*** Opening INPUT DATA ***

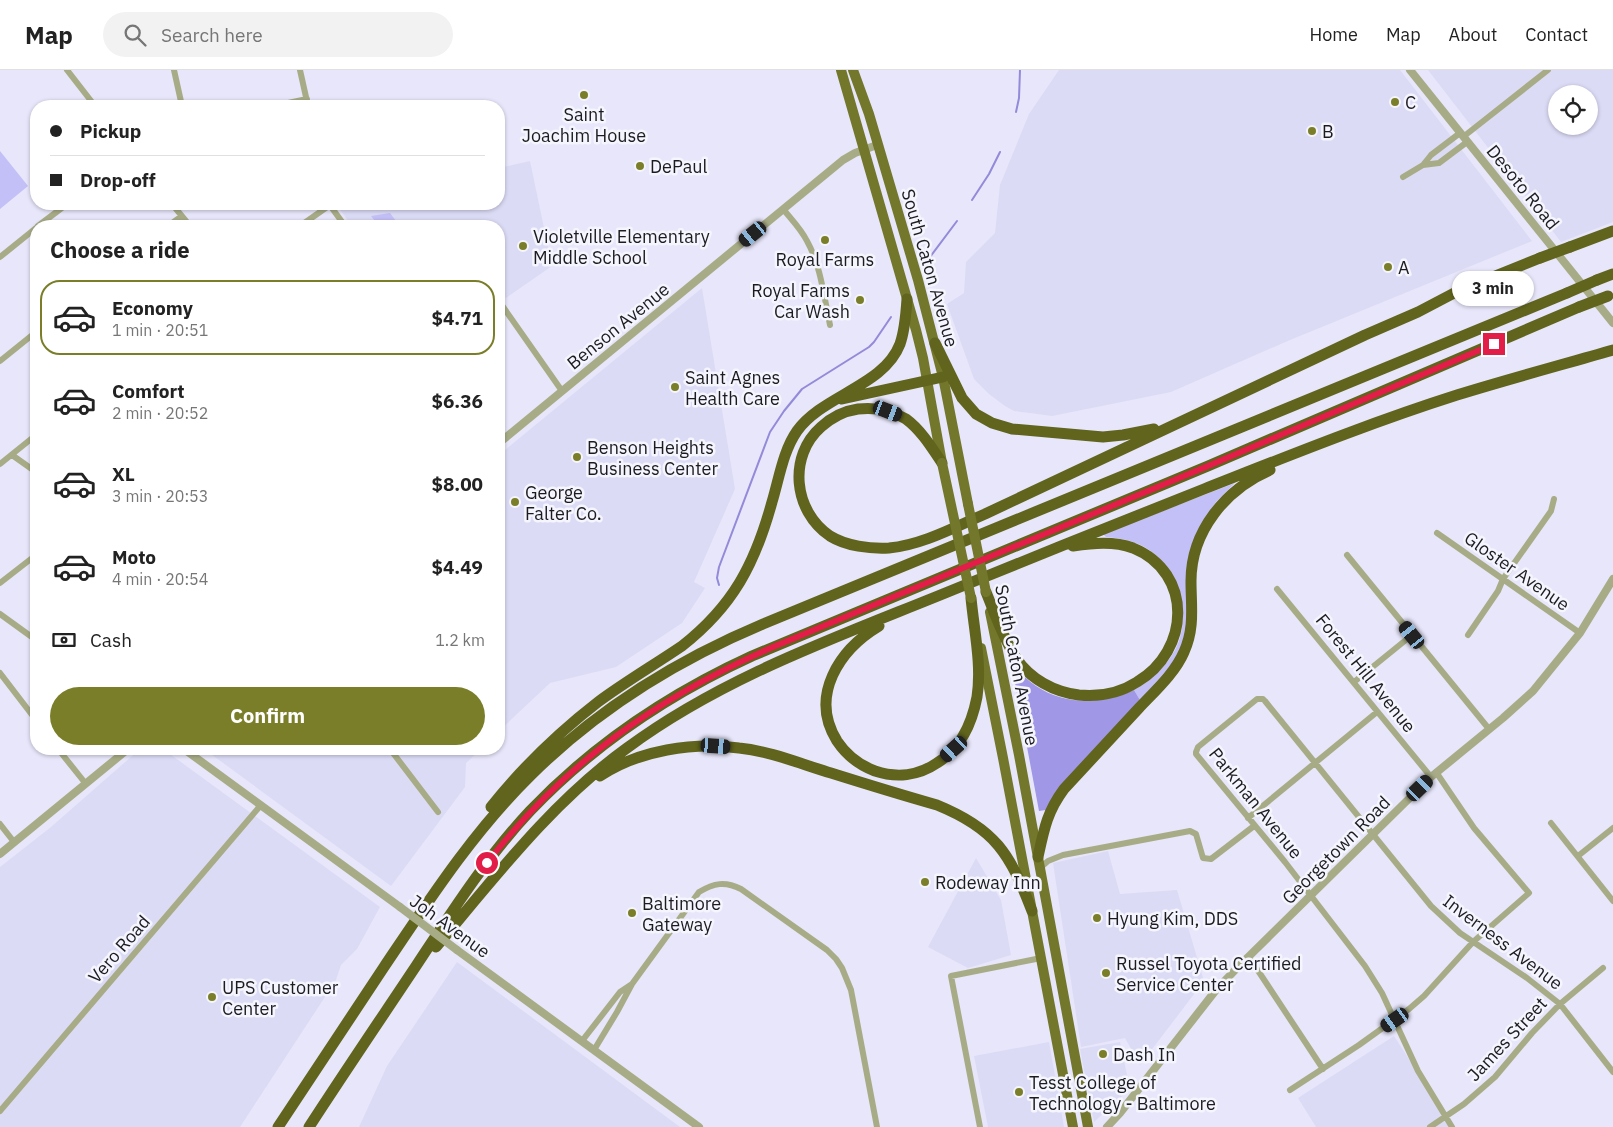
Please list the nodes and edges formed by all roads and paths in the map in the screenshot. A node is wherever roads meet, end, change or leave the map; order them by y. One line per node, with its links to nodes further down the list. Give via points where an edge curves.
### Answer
1 (67, 70): 9 (street)
2 (174, 70): 10 (street)
3 (300, 70): 8 (street)
4 (841, 70): 14 (main road, South Caton Avenue)
5 (853, 70): 13 (main road, South Caton Avenue)
6 (1410, 70): 12 (street, Desoto Road)
7 (1548, 70): 12 (street)
8 (307, 99): 11 (street)
9 (90, 100)
10 (181, 100)
11 (302, 100)
12 (1464, 137): 15 (street, via 1431,156); 15 (street, via 1439,163); 33 (street, Desoto Road)
13 (877, 145): 14 (street, Benson Avenue); 36 (main road, South Caton Avenue)
14 (863, 150): 17 (street, Benson Avenue, via 843,160); 31 (main road, South Caton Avenue)
15 (1423, 166): 16 (street)
16 (1403, 177)
17 (783, 209): 34 (street, via 810,246); 41 (street, Benson Avenue)
18 (58, 210): 22 (street)
19 (177, 210): 21 (street)
20 (322, 210): 25 (street)
21 (182, 216): 23 (street); 24 (street)
22 (46, 220)
23 (176, 220)
24 (185, 220)
25 (308, 220)
26 (1613, 232): 43 (highway, bridge, via 1458,291)
27 (30, 233): 28 (street)
28 (0, 257)
29 (1613, 274): 97 (highway, bridge, via 772,620 688,660 605,712 531,776 475,838)
30 (1610, 295): 103 (highway, bridge, via 773,647 685,690 618,733 575,768 514,829 481,871)
31 (907, 299): 40 (main road, South Caton Avenue); 42 (highway, via 903,335 893,357 872,376)
32 (505, 310): 41 (street)
33 (1613, 323)
34 (830, 325)
35 (30, 337): 38 (street)
36 (935, 343): 39 (main road, South Caton Avenue); 43 (highway, via 968,406 984,419 1012,429 1123,436 1158,428)
37 (1613, 350): 44 (highway)
38 (0, 360)
39 (943, 377): 40 (highway); 60 (main road, South Caton Avenue, bridge)
40 (927, 380): 42 (highway); 48 (main road, South Caton Avenue)
41 (562, 391): 45 (street, Benson Avenue)
42 (828, 403): 97 (highway, via 808,419 790,443 753,559 733,595 694,637 586,712 524,769 470,835)
43 (1211, 407): 48 (highway, via 1012,502 905,546 866,547 830,536 804,505 798,481 803,453 818,430 840,414 864,409 888,411 906,420 920,432)
44 (1396, 416): 54 (highway, via 1260,466); 93 (highway, via 1263,473 1242,485 1212,515 1197,545 1193,562 1192,623 1184,653 1163,682 1054,802 1044,827)
45 (505, 438)
46 (30, 440): 47 (street)
47 (12, 455): 49 (street); 50 (street)
48 (942, 463): 61 (main road, South Caton Avenue, bridge)
49 (0, 464)
50 (30, 468)
51 (1554, 499): 56 (street, via 1551,511)
52 (1437, 534): 56 (street, Gloster Avenue)
53 (1347, 555): 65 (street)
54 (1031, 558): 60 (highway, via 1071,547 1103,543 1132,548 1157,564 1174,589 1178,618 1172,645 1156,668 1130,686 1103,695 1087,696 1054,689 1026,670 1016,658); 62 (highway)
55 (30, 560): 58 (street)
56 (1503, 580): 64 (street, Gloster Avenue); 66 (street)
57 (1613, 580): 64 (street, Georgetown Road)
58 (0, 583)
59 (1277, 589): 69 (street, Forest Hill Avenue)
60 (986, 592): 93 (main road, South Caton Avenue)
61 (971, 598): 62 (highway, via 978,678 977,696 967,728 944,759 916,773 900,776 865,767 852,759 833,734 826,701 835,669 845,655 873,630); 96 (main road, South Caton Avenue)
62 (910, 608): 82 (highway, via 779,662 705,698 627,748)
63 (0, 614): 67 (street)
64 (1580, 632): 72 (street, Georgetown Road, via 1533,691)
65 (1412, 635): 69 (street); 72 (street)
66 (1468, 635)
67 (30, 636)
68 (0, 673): 70 (street)
69 (1354, 682): 71 (street, Forest Hill Avenue)
70 (30, 712)
71 (1377, 712): 78 (street); 79 (street, Forest Hill Avenue)
72 (1489, 729): 79 (street, Georgetown Road)
73 (1196, 752): 78 (street, Inverness Avenue, via 1198,747 1260,698); 84 (street, Parkman Avenue)
74 (63, 755): 80 (street)
75 (121, 755): 80 (street)
76 (192, 755): 81 (street, Joh Avenue)
77 (395, 755): 83 (street)
78 (1315, 763): 84 (street); 89 (street, Inverness Avenue)
79 (1434, 774): 89 (street, Georgetown Road); 98 (street, Forest Hill Avenue, via 1529,893)
80 (86, 784): 90 (street)
81 (261, 805): 106 (street, Joh Avenue, bridge); 111 (street, Vero Road)
82 (556, 809): 96 (highway, via 606,772 647,755 673,749 716,746 762,752 937,805 974,823 1005,854); 103 (highway, via 520,847)
83 (438, 812)
84 (1248, 818): 87 (street, Parkman Avenue)
85 (1550, 823): 92 (street)
86 (0, 824): 90 (street)
87 (1254, 826): 93 (street, via 1207,860 1201,856 1196,834 1190,831 1063,855); 94 (street, Parkman Avenue)
88 (1613, 828): 92 (street)
89 (1373, 833): 94 (street, Georgetown Road); 98 (street, Inverness Avenue, via 1431,906)
90 (14, 842): 91 (street)
91 (0, 854)
92 (1578, 856): 95 (street)
93 (1039, 863): 119 (main road, South Caton Avenue)
94 (1312, 896): 99 (street, Georgetown Road); 105 (street, Parkman Avenue, via 1369,971)
95 (1613, 901)
96 (1032, 911): 100 (main road, South Caton Avenue)
97 (404, 937): 113 (highway)
98 (1473, 942): 104 (street, Inverness Avenue); 105 (street, via 1424,996)
99 (1249, 957): 108 (street); 120 (street, Georgetown Road, via 1216,990)
100 (1041, 958): 117 (street, via 950,976); 118 (main road, South Caton Avenue)
101 (1603, 968): 104 (street, James Street)
102 (632, 984): 106 (street, via 620,992); 107 (street); 116 (street, via 699,892 722,883 741,889 828,950 847,977)
103 (397, 995): 114 (highway)
104 (1560, 1004): 109 (street, Inverness Avenue); 112 (street, James Street, via 1495,1076)
105 (1395, 1020): 108 (street); 112 (street, Parkman Avenue, via 1418,1070)
106 (582, 1041): 107 (street, Joh Avenue)
107 (594, 1050): 115 (street, Joh Avenue)
108 (1323, 1069): 110 (street)
109 (1613, 1072)
110 (1290, 1090)
111 (0, 1111)
112 (1445, 1116): 121 (street, James Street); 122 (street, Parkman Avenue)
113 (278, 1127)
114 (309, 1127)
115 (699, 1127)
116 (877, 1127)
117 (980, 1127)
118 (1073, 1127)
119 (1088, 1127)
120 (1107, 1127)
121 (1430, 1127)
122 (1452, 1127)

*** Closing INPUT DATA ***

Once the pictures are set aside, reproduce the records in full and exactly.

Please list the nodes and edges formed by all roads and paths in the map in the screenshot. A node is wherever roads meet, end, change or leave the map; order them by y. One line per node, with its links to nodes further down the list. Give via points where an edge curves.
### Answer
1 (67, 70): 9 (street)
2 (174, 70): 10 (street)
3 (300, 70): 8 (street)
4 (841, 70): 14 (main road, South Caton Avenue)
5 (853, 70): 13 (main road, South Caton Avenue)
6 (1410, 70): 12 (street, Desoto Road)
7 (1548, 70): 12 (street)
8 (307, 99): 11 (street)
9 (90, 100)
10 (181, 100)
11 (302, 100)
12 (1464, 137): 15 (street, via 1431,156); 15 (street, via 1439,163); 33 (street, Desoto Road)
13 (877, 145): 14 (street, Benson Avenue); 36 (main road, South Caton Avenue)
14 (863, 150): 17 (street, Benson Avenue, via 843,160); 31 (main road, South Caton Avenue)
15 (1423, 166): 16 (street)
16 (1403, 177)
17 (783, 209): 34 (street, via 810,246); 41 (street, Benson Avenue)
18 (58, 210): 22 (street)
19 (177, 210): 21 (street)
20 (322, 210): 25 (street)
21 (182, 216): 23 (street); 24 (street)
22 (46, 220)
23 (176, 220)
24 (185, 220)
25 (308, 220)
26 (1613, 232): 43 (highway, bridge, via 1458,291)
27 (30, 233): 28 (street)
28 (0, 257)
29 (1613, 274): 97 (highway, bridge, via 772,620 688,660 605,712 531,776 475,838)
30 (1610, 295): 103 (highway, bridge, via 773,647 685,690 618,733 575,768 514,829 481,871)
31 (907, 299): 40 (main road, South Caton Avenue); 42 (highway, via 903,335 893,357 872,376)
32 (505, 310): 41 (street)
33 (1613, 323)
34 (830, 325)
35 (30, 337): 38 (street)
36 (935, 343): 39 (main road, South Caton Avenue); 43 (highway, via 968,406 984,419 1012,429 1123,436 1158,428)
37 (1613, 350): 44 (highway)
38 (0, 360)
39 (943, 377): 40 (highway); 60 (main road, South Caton Avenue, bridge)
40 (927, 380): 42 (highway); 48 (main road, South Caton Avenue)
41 (562, 391): 45 (street, Benson Avenue)
42 (828, 403): 97 (highway, via 808,419 790,443 753,559 733,595 694,637 586,712 524,769 470,835)
43 (1211, 407): 48 (highway, via 1012,502 905,546 866,547 830,536 804,505 798,481 803,453 818,430 840,414 864,409 888,411 906,420 920,432)
44 (1396, 416): 54 (highway, via 1260,466); 93 (highway, via 1263,473 1242,485 1212,515 1197,545 1193,562 1192,623 1184,653 1163,682 1054,802 1044,827)
45 (505, 438)
46 (30, 440): 47 (street)
47 (12, 455): 49 (street); 50 (street)
48 (942, 463): 61 (main road, South Caton Avenue, bridge)
49 (0, 464)
50 (30, 468)
51 (1554, 499): 56 (street, via 1551,511)
52 (1437, 534): 56 (street, Gloster Avenue)
53 (1347, 555): 65 (street)
54 (1031, 558): 60 (highway, via 1071,547 1103,543 1132,548 1157,564 1174,589 1178,618 1172,645 1156,668 1130,686 1103,695 1087,696 1054,689 1026,670 1016,658); 62 (highway)
55 (30, 560): 58 (street)
56 (1503, 580): 64 (street, Gloster Avenue); 66 (street)
57 (1613, 580): 64 (street, Georgetown Road)
58 (0, 583)
59 (1277, 589): 69 (street, Forest Hill Avenue)
60 (986, 592): 93 (main road, South Caton Avenue)
61 (971, 598): 62 (highway, via 978,678 977,696 967,728 944,759 916,773 900,776 865,767 852,759 833,734 826,701 835,669 845,655 873,630); 96 (main road, South Caton Avenue)
62 (910, 608): 82 (highway, via 779,662 705,698 627,748)
63 (0, 614): 67 (street)
64 (1580, 632): 72 (street, Georgetown Road, via 1533,691)
65 (1412, 635): 69 (street); 72 (street)
66 (1468, 635)
67 (30, 636)
68 (0, 673): 70 (street)
69 (1354, 682): 71 (street, Forest Hill Avenue)
70 (30, 712)
71 (1377, 712): 78 (street); 79 (street, Forest Hill Avenue)
72 (1489, 729): 79 (street, Georgetown Road)
73 (1196, 752): 78 (street, Inverness Avenue, via 1198,747 1260,698); 84 (street, Parkman Avenue)
74 (63, 755): 80 (street)
75 (121, 755): 80 (street)
76 (192, 755): 81 (street, Joh Avenue)
77 (395, 755): 83 (street)
78 (1315, 763): 84 (street); 89 (street, Inverness Avenue)
79 (1434, 774): 89 (street, Georgetown Road); 98 (street, Forest Hill Avenue, via 1529,893)
80 (86, 784): 90 (street)
81 (261, 805): 106 (street, Joh Avenue, bridge); 111 (street, Vero Road)
82 (556, 809): 96 (highway, via 606,772 647,755 673,749 716,746 762,752 937,805 974,823 1005,854); 103 (highway, via 520,847)
83 (438, 812)
84 (1248, 818): 87 (street, Parkman Avenue)
85 (1550, 823): 92 (street)
86 (0, 824): 90 (street)
87 (1254, 826): 93 (street, via 1207,860 1201,856 1196,834 1190,831 1063,855); 94 (street, Parkman Avenue)
88 (1613, 828): 92 (street)
89 (1373, 833): 94 (street, Georgetown Road); 98 (street, Inverness Avenue, via 1431,906)
90 (14, 842): 91 (street)
91 (0, 854)
92 (1578, 856): 95 (street)
93 (1039, 863): 119 (main road, South Caton Avenue)
94 (1312, 896): 99 (street, Georgetown Road); 105 (street, Parkman Avenue, via 1369,971)
95 (1613, 901)
96 (1032, 911): 100 (main road, South Caton Avenue)
97 (404, 937): 113 (highway)
98 (1473, 942): 104 (street, Inverness Avenue); 105 (street, via 1424,996)
99 (1249, 957): 108 (street); 120 (street, Georgetown Road, via 1216,990)
100 (1041, 958): 117 (street, via 950,976); 118 (main road, South Caton Avenue)
101 (1603, 968): 104 (street, James Street)
102 (632, 984): 106 (street, via 620,992); 107 (street); 116 (street, via 699,892 722,883 741,889 828,950 847,977)
103 (397, 995): 114 (highway)
104 (1560, 1004): 109 (street, Inverness Avenue); 112 (street, James Street, via 1495,1076)
105 (1395, 1020): 108 (street); 112 (street, Parkman Avenue, via 1418,1070)
106 (582, 1041): 107 (street, Joh Avenue)
107 (594, 1050): 115 (street, Joh Avenue)
108 (1323, 1069): 110 (street)
109 (1613, 1072)
110 (1290, 1090)
111 (0, 1111)
112 (1445, 1116): 121 (street, James Street); 122 (street, Parkman Avenue)
113 (278, 1127)
114 (309, 1127)
115 (699, 1127)
116 (877, 1127)
117 (980, 1127)
118 (1073, 1127)
119 (1088, 1127)
120 (1107, 1127)
121 (1430, 1127)
122 (1452, 1127)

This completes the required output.